Durant cette rencontre, il a bien sûr été discuté le dossier chaud de l’immigration clandestine qui inquiète les deux pays, surtout que cela a coïncidé avec le chavirement d’une embarcation au large d’Al Hoceima qui a fait plusieurs victimes parmi eux des migrants du Mali et de Côte d’Ivoire. Les deux ministres ont été avertis, durant leurs entretiens, de ce douloureux accident et ont saisi l’occasion pour exprimer leur tristesse face à ces pertes tragiques, mais aussi fustiger le rôle des gangs et mafias qui exploitent le malheur de certains pour faire fortune dans le trafic des êtres humains, d’où la nécessité de multiplier les efforts entre les différents services qui doivent désormais anticiper les nouvelles techniques utilisées par ces mafias afin de brouiller leurs pistes et échapper aux forces de l’ordre. D’ailleurs, la Marine royale, la Gendarmerie royale et la Guardia Civil font un excellent travail dans les eaux du détroit de Gibraltar, reste toutefois à améliorer les résultats qui en découlent. D’où la présence, lors de la réunion, d’un officier supérieur de la gendarmerie royale marocaine, de grade de Général de division.

Dans un autre registre, les deux ministres ont salué les résultats concrets réalisés en commun dans la lutte antiterroriste et la traque des filières extrémistes. Le travail des services de sécurité des deux pays demeure un cas d’école : une coopération bilatérale transversale portée, d’une part, par les équipes du patron de la police marocaine Abdellatif Hammouchi et de Driss Jaouhari, directeur général des Affaires intérieures et, d’autre part, les services de German Lopez Iglesias, Directeur général de la police espagnole, permet le démantèlement constant de cellules d’inspiration extrémiste, ainsi que le démantèlement de réseaux très actifs de trafic de drogue entre l’Amérique latine, l’Afrique et l’Europe. L’opération conjointe de Dakhla qui a permis l’interception de plus de 2500 kilogrammes de cocaïne, en est la meilleure illustration.

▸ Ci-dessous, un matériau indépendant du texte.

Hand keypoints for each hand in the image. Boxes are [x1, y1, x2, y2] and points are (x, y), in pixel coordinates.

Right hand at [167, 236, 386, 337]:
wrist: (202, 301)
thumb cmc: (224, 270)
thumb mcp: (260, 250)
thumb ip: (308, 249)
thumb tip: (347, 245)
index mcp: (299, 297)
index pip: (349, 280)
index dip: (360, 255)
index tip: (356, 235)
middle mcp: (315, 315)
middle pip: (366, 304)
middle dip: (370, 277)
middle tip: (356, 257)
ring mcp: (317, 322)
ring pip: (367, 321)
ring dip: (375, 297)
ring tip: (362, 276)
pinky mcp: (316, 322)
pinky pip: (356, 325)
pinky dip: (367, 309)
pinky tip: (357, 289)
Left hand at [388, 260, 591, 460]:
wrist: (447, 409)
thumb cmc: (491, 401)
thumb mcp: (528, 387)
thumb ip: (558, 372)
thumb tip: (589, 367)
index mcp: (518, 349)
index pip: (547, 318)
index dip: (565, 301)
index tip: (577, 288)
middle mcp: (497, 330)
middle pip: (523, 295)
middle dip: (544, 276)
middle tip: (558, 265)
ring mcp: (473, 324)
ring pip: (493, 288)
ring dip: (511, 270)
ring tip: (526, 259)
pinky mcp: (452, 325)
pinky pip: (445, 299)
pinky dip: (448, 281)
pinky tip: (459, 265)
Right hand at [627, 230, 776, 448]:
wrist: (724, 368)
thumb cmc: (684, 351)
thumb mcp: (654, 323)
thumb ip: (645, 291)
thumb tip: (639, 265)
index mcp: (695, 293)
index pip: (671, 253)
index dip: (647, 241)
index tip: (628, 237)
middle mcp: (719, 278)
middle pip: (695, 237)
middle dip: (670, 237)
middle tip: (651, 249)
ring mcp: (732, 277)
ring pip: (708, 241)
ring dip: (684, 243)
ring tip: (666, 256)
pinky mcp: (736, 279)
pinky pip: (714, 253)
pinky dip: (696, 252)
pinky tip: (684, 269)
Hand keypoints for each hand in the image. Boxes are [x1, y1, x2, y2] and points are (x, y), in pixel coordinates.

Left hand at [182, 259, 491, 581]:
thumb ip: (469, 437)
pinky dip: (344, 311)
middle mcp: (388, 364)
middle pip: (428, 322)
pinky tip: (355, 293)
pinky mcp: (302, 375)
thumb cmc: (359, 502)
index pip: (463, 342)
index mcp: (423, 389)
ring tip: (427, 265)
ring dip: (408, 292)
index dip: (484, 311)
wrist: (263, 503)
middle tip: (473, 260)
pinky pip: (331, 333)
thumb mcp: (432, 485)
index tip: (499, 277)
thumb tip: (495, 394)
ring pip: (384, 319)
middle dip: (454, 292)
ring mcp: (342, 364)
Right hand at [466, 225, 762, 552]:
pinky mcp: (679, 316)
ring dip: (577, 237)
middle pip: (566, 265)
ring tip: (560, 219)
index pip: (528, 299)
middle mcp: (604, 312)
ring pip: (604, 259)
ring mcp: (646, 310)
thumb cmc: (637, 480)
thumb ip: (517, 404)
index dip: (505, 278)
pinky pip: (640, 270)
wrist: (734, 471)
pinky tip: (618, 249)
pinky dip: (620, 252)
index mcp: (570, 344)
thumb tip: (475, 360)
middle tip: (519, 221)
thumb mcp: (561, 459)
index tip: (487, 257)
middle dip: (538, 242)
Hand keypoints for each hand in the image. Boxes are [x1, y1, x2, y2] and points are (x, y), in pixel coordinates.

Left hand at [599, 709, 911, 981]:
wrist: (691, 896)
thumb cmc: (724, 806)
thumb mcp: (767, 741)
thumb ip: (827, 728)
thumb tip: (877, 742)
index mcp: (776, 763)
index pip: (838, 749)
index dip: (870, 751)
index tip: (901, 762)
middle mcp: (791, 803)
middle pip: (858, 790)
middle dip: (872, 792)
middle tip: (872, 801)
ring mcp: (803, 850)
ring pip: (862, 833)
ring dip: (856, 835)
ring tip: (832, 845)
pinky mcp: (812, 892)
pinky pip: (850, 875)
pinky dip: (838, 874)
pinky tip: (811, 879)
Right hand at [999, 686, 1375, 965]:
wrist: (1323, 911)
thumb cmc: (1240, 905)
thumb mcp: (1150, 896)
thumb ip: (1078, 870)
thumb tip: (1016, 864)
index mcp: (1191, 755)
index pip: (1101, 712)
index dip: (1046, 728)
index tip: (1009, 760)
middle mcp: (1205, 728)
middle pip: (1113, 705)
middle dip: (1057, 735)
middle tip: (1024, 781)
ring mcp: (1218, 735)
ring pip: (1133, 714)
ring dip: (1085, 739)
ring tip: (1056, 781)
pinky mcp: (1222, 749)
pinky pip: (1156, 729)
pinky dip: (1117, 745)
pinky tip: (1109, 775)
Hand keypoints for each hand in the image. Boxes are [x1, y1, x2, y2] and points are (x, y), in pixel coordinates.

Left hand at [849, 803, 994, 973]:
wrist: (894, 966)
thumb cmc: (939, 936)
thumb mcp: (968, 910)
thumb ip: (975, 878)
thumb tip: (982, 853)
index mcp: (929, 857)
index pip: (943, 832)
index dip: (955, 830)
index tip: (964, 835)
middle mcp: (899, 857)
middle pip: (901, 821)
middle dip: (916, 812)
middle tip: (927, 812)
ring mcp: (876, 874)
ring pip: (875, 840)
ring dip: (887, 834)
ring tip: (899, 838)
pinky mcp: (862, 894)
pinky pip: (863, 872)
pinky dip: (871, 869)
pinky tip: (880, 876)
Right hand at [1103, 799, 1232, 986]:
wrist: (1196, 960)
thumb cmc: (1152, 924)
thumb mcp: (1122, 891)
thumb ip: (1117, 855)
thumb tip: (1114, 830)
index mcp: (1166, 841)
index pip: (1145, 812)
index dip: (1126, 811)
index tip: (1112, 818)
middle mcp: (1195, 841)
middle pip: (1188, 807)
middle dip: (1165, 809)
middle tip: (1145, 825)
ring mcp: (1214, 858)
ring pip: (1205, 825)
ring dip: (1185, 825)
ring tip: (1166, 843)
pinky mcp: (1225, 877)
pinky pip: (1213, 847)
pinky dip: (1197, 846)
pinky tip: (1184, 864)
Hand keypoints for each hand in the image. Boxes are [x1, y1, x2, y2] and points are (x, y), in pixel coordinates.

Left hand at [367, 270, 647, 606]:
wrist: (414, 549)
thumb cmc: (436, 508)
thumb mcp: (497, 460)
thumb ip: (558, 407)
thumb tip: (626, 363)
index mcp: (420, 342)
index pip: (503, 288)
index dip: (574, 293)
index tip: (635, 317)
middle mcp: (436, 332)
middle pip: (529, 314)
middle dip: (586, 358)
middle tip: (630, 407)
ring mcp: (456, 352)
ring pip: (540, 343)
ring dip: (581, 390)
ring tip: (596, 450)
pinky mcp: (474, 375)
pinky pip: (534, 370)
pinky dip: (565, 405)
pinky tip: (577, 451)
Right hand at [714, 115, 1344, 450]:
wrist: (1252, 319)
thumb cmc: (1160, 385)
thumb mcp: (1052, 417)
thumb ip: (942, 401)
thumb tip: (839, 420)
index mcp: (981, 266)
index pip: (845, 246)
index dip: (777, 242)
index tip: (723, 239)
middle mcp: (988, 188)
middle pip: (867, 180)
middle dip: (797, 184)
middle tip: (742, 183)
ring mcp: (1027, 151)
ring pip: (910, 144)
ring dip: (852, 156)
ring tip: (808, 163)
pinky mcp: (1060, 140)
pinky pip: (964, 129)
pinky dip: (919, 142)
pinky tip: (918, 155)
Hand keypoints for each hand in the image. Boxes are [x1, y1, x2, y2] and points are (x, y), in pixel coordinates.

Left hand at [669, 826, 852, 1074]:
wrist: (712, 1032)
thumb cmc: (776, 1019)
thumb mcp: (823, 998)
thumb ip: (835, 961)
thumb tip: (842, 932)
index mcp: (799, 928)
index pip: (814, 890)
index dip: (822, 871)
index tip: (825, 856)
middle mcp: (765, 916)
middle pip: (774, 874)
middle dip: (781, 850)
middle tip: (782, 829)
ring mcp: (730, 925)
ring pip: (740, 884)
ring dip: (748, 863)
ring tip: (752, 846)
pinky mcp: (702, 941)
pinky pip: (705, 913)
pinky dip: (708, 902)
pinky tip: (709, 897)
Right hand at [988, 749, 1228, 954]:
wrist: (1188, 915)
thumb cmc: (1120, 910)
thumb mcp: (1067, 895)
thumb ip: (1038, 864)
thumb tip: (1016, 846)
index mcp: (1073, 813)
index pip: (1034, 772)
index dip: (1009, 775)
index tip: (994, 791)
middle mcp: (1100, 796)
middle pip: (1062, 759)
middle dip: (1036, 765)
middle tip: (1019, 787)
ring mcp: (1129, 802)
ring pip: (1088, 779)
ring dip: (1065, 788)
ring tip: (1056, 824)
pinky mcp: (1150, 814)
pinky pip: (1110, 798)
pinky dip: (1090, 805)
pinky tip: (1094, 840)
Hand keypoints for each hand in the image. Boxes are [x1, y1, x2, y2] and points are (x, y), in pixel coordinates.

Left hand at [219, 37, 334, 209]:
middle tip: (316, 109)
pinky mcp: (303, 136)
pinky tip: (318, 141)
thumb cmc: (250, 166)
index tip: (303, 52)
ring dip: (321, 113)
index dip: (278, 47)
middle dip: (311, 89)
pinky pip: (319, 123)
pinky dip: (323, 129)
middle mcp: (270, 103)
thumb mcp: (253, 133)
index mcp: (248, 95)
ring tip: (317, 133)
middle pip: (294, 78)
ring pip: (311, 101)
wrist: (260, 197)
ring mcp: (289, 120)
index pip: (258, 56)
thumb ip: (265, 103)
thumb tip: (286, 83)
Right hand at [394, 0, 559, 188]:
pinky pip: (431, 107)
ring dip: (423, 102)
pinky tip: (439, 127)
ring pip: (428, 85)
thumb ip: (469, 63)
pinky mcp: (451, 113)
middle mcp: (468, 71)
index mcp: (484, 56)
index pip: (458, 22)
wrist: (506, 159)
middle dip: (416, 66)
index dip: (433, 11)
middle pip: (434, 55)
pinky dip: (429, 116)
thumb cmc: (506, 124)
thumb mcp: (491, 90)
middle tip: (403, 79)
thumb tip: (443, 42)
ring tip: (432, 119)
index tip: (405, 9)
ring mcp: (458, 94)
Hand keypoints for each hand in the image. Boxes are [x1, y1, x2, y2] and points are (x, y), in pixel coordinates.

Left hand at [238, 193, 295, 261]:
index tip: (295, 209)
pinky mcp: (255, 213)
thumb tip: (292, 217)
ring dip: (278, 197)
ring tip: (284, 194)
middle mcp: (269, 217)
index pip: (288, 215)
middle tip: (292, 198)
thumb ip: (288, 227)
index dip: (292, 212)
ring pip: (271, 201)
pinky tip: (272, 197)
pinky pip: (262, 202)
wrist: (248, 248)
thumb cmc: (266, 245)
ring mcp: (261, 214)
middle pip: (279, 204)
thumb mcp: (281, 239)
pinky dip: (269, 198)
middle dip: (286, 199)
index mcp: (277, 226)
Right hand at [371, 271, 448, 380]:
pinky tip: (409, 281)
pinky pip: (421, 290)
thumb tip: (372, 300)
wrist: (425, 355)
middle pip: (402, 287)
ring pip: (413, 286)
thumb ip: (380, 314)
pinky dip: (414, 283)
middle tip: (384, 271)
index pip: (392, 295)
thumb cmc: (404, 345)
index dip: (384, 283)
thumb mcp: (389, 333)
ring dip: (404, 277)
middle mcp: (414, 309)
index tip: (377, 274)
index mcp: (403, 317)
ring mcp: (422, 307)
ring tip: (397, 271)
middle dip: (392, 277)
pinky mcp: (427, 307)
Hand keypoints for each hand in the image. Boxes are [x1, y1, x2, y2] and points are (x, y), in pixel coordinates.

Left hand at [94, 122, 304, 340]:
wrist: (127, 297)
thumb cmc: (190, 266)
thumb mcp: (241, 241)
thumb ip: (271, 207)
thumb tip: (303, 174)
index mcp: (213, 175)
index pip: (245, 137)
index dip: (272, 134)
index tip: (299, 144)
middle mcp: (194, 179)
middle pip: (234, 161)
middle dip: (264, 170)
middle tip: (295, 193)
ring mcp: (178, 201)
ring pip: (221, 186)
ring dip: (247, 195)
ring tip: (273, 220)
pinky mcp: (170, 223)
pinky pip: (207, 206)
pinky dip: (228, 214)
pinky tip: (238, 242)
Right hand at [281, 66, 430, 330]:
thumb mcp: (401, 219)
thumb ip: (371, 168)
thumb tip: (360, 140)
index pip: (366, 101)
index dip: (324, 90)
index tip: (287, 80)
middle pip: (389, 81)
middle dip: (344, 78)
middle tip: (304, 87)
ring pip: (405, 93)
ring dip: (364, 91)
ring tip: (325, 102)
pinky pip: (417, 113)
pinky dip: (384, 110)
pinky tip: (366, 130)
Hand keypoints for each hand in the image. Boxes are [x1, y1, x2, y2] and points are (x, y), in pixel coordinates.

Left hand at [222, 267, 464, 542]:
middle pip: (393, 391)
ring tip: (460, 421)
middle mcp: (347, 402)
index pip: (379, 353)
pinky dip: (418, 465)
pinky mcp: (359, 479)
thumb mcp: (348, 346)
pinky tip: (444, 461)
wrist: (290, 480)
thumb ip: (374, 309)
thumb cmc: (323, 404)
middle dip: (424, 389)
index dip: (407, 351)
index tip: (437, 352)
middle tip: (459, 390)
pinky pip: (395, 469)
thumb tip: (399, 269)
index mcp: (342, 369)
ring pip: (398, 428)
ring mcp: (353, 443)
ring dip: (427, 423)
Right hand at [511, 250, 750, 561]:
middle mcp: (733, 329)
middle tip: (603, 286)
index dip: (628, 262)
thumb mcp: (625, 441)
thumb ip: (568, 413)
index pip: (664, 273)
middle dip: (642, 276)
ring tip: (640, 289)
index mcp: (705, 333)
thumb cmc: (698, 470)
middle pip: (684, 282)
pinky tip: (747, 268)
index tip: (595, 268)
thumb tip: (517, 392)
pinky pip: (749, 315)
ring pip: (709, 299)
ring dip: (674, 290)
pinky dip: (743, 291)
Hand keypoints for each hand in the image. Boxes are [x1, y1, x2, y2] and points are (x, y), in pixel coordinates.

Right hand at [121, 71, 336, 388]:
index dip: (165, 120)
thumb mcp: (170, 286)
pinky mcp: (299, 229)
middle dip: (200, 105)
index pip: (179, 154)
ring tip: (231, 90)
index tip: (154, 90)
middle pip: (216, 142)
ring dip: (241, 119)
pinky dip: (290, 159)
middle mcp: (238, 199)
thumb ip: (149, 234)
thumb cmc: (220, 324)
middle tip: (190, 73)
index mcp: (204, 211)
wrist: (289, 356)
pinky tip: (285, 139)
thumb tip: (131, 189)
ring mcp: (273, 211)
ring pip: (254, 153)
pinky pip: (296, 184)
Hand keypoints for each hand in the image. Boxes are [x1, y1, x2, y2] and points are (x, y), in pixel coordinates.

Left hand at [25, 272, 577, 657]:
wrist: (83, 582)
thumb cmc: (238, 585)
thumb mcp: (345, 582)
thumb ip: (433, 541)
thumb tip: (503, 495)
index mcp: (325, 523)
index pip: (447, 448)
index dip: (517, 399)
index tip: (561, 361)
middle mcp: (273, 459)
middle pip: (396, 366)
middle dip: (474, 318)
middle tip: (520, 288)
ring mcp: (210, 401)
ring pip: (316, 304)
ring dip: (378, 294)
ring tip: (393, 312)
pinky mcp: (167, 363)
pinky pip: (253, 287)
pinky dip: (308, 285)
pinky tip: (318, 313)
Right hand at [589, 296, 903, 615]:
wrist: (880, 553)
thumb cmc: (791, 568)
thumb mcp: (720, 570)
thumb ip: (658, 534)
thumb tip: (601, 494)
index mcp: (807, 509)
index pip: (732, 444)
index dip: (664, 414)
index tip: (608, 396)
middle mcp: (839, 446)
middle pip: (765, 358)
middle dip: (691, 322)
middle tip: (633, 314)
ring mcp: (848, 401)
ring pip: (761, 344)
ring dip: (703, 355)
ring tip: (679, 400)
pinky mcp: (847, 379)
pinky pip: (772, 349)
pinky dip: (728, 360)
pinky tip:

La confianza lograda entre la policía de España y la de Marruecos es única en el mundo Juan Ignacio Zoido

 


Sur le plan politique, les points de vue sont concordants sur la plupart des dossiers et événements régionaux et internationaux, reste seulement l’épineuse question des présides Ceuta, Melilla, les Îlots Perijil, Nekkor, Badis et Chafarinas, qui n’a malheureusement pas encore trouvé la volonté politique nécessaire du pouvoir à Madrid pour tracer son chemin vers une solution juste et équitable qui mettrait fin aux dernières enclaves occupées en Afrique.